Reduce uses of uninitialized arrays

[kornelski]

I'm trying to remove UB of Aligned::uninitialized() — #1572

[kornelski]

CI fails due to #3263

[kornelski]

Any comments for this PR? Is the direction good? Can it be merged despite the CI issue?

[lu-zero]

Lots of fixes should land since they are good. I hope we'll fix the dav1d situation so we can have back the tests :/

[codecov]

Codecov Report

Attention: 2 lines in your changes are missing coverage. Please review.

Files	Coverage Δ
src/asm/shared/predict.rs	99.33% <100.00%> (-0.03%)	⬇️
src/asm/shared/transform/inverse.rs	100.00% <100.00%> (ø)
src/asm/x86/quantize.rs	98.62% <100.00%> (+0.01%)	⬆️
src/asm/x86/transform/forward.rs	97.84% <100.00%> (+0.01%)	⬆️
src/context/block_unit.rs	93.71% <100.00%> (-0.01%)	⬇️
src/context/mod.rs	91.00% <100.00%> (-0.09%)	⬇️
src/context/transform_unit.rs	89.78% <100.00%> (ø)
src/quantize/mod.rs	97.28% <100.00%> (+0.03%)	⬆️
src/transform/forward.rs	100.00% <100.00%> (ø)
src/transform/mod.rs	90.71% <100.00%> (+0.05%)	⬆️
... and 2 more

📢 Thoughts on this report? Let us know!.

[barrbrain]

If all the changes in this PR were like this file, I would approve it in a heartbeat.
This is the pattern we should be following to avoid undefined behavior and double initialization.

[kornelski]

I don't understand the comment. Does that mean other files than inverse.rs are not acceptable? What do I need to change?

[kornelski]

BTW, I've wanted to use a pattern of:

let initialized = function(&mut maybe_uninit);

but that required reliably tracking the length inside the function, which would regress performance. This lead me to try some loop optimizations like #3262 but I found it wasn't always possible to have guaranteed length for free. Plus there's A LOT of uninitialized to deal with.

There are more functions using which I haven't converted yet, because I'm not actually sure they fully initialize their data!

[barrbrain]

Firstly, thank you for detailing the current sites of potential undefined behavior. Everything that maintains the current intent can be merged. Any changes that replace uninitialized() with zero-fill should be dropped and can be addressed in a follow-up PR.

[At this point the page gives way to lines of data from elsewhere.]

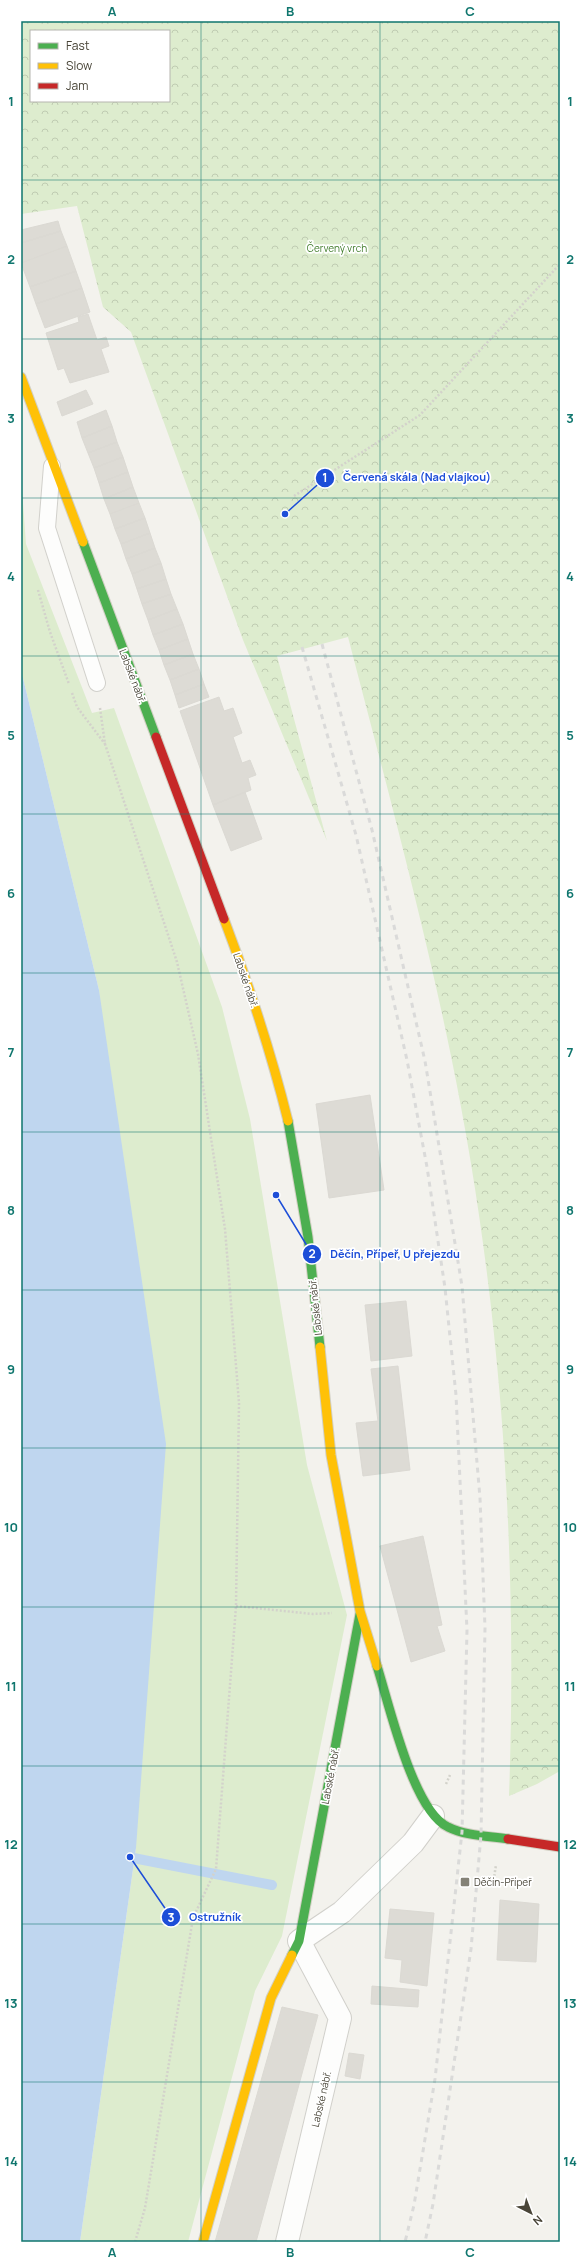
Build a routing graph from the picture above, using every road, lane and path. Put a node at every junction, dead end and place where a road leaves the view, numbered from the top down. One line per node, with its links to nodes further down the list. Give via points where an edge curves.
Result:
1 (560, 264): 4 (path, via 420,415)
2 (21, 377): 3 (street, Labské nábř.)
3 (52, 463): 5 (lane, via 47,528); 7 (street, Labské nábř., via 246,978 275,1068 289,1125 308,1236 331,1455)
4 (294, 496)
5 (97, 683): 6 (path, via 105,744 177,962 198,1054 224,1221 239,1403)
6 (236, 1606): 8 (path); 12 (path, via 216,1869 193,1918 145,2208)
7 (360, 1611): 9 (street, Labské nábř., via 406,1760 418,1791); 11 (street, Labské nábř.)
8 (313, 1614)
9 (433, 1816): 10 (street, Labské nábř., via 446,1827 462,1832); 11 (street, Labské nábř., via 413,1843 342,1912)
10 (560, 1847)
11 (299, 1941): 13 (street, Labské nábř., via 271,1998); 14 (street, Labské nábř., via 340,2018)
12 (135, 2242)
13 (204, 2242)
14 (287, 2242)

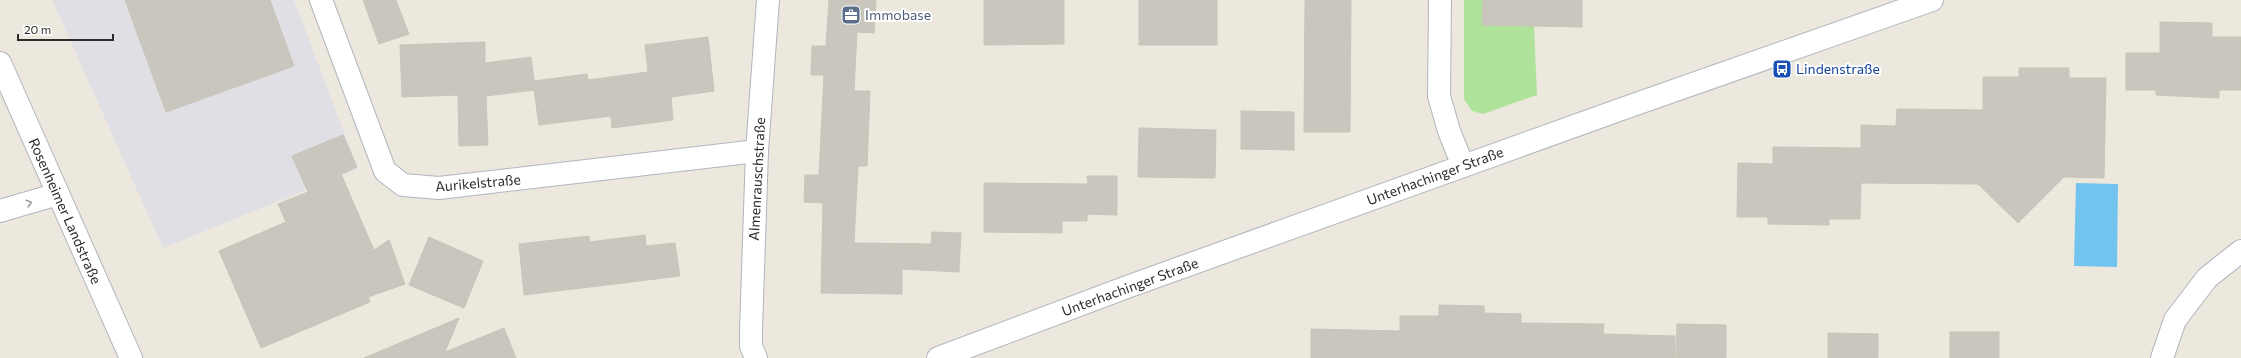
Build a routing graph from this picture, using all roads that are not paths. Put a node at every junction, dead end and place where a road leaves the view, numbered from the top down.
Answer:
1 (321, 0) edge
2 (768, 0) edge
3 (1440, 0) edge
4 (1932, 0) edge
5 (0, 63) edge
6 (757, 151) junction
7 (1463, 166) junction
8 (58, 194) junction
9 (0, 211) edge
10 (2241, 251) edge
11 (131, 358) edge
12 (756, 358) edge
13 (938, 358) edge
14 (2162, 358) edge

1 - 6 main road, Aurikelstraße
2 - 6 main road, Almenrauschstraße
3 - 7 main road
4 - 7 main road, Unterhachinger Straße
5 - 8 main road, Rosenheimer Landstraße
6 - 12 main road, Almenrauschstraße
7 - 13 main road, Unterhachinger Straße
9 -> 8 main road
8 - 11 main road, Rosenheimer Landstraße
10 - 14 main road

BTW, I've wanted to use a pattern of:

let initialized = function(&mut maybe_uninit);

I have recently tackled this issue in a toy project:
https://github.com/barrbrain/sudoku/blob/main/src/lib.rs#L27-L40
Some care is required with ownership semantics when crossing the unsafe boundary. This pattern is well defined:
https://github.com/barrbrain/sudoku/blob/main/src/lib.rs#L355-L356
I will see if we can add some infrastructure to ease converting the current code to well-defined.

[lu-zero]

Once MaybeUninit::uninit_array hits stable I guess a lot would be easier.
Probably we could change some Vec in Box<[]> to make more evident that the size is fixed meanwhile.

(also, thank you again for taking care of this :))

[kornelski]

The only cases of zero-fill (I assume you mean from_fn(|| 0)) are in benchmarks, outside of the benchmarked section. I assume they're not important, since they're neither in the library, nor performance-critical. So I've just changed them for simplicity and determinism.

[barrbrain]

Looks good to me. Sorry that I missed the zero-fill changes were limited to tests and benchmarks.